[INFORMATION SHOWN]
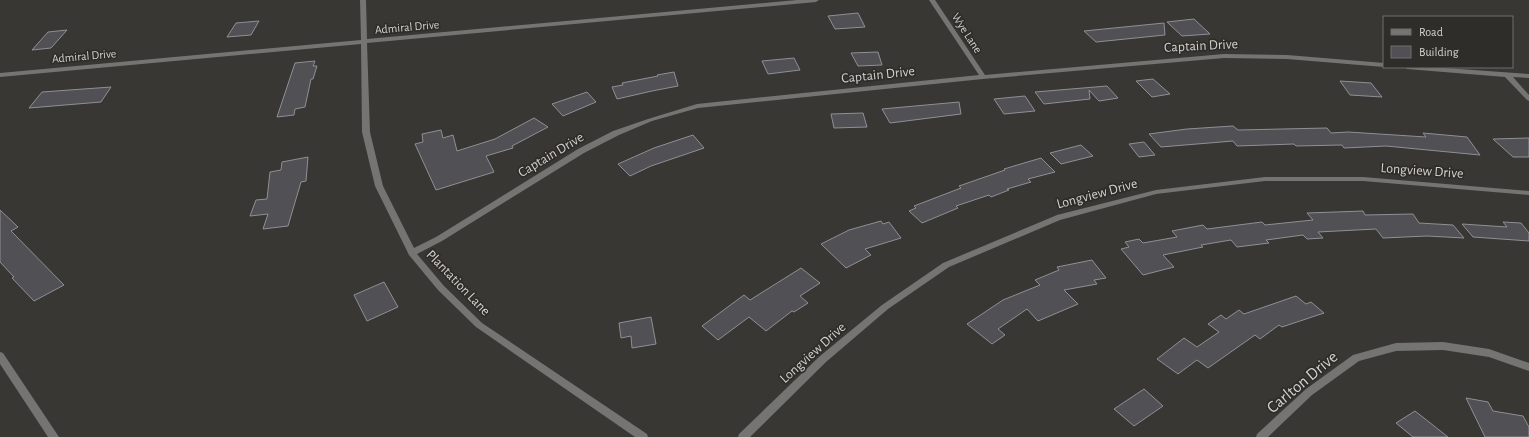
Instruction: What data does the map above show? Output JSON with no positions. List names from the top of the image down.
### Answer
{
  "streets": {
    "street": [
      "Admiral Drive",
      "Wye Lane",
      "Captain Drive",
      "Longview Drive",
      "Plantation Lane",
      "Carlton Drive"
    ]
  },
  "crossings": [
    ["Admiral Drive", "Plantation Lane"],
    ["Wye Lane", "Captain Drive"],
    ["Captain Drive", "Plantation Lane"]
  ],
  "legend": ["Road", "Building"]
}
[/INFORMATION SHOWN]
* _PROBLEM STATEMENT_: The result should be an exact retyped version of all the entries above, containing no pictures.

* _THE ANSWER_:
Instruction: What data does the map above show? Output JSON with no positions. List names from the top of the image down.
### Answer
{
  "streets": {
    "street": [
      "Admiral Drive",
      "Wye Lane",
      "Captain Drive",
      "Longview Drive",
      "Plantation Lane",
      "Carlton Drive"
    ]
  },
  "crossings": [
    ["Admiral Drive", "Plantation Lane"],
    ["Wye Lane", "Captain Drive"],
    ["Captain Drive", "Plantation Lane"]
  ],
  "legend": ["Road", "Building"]
}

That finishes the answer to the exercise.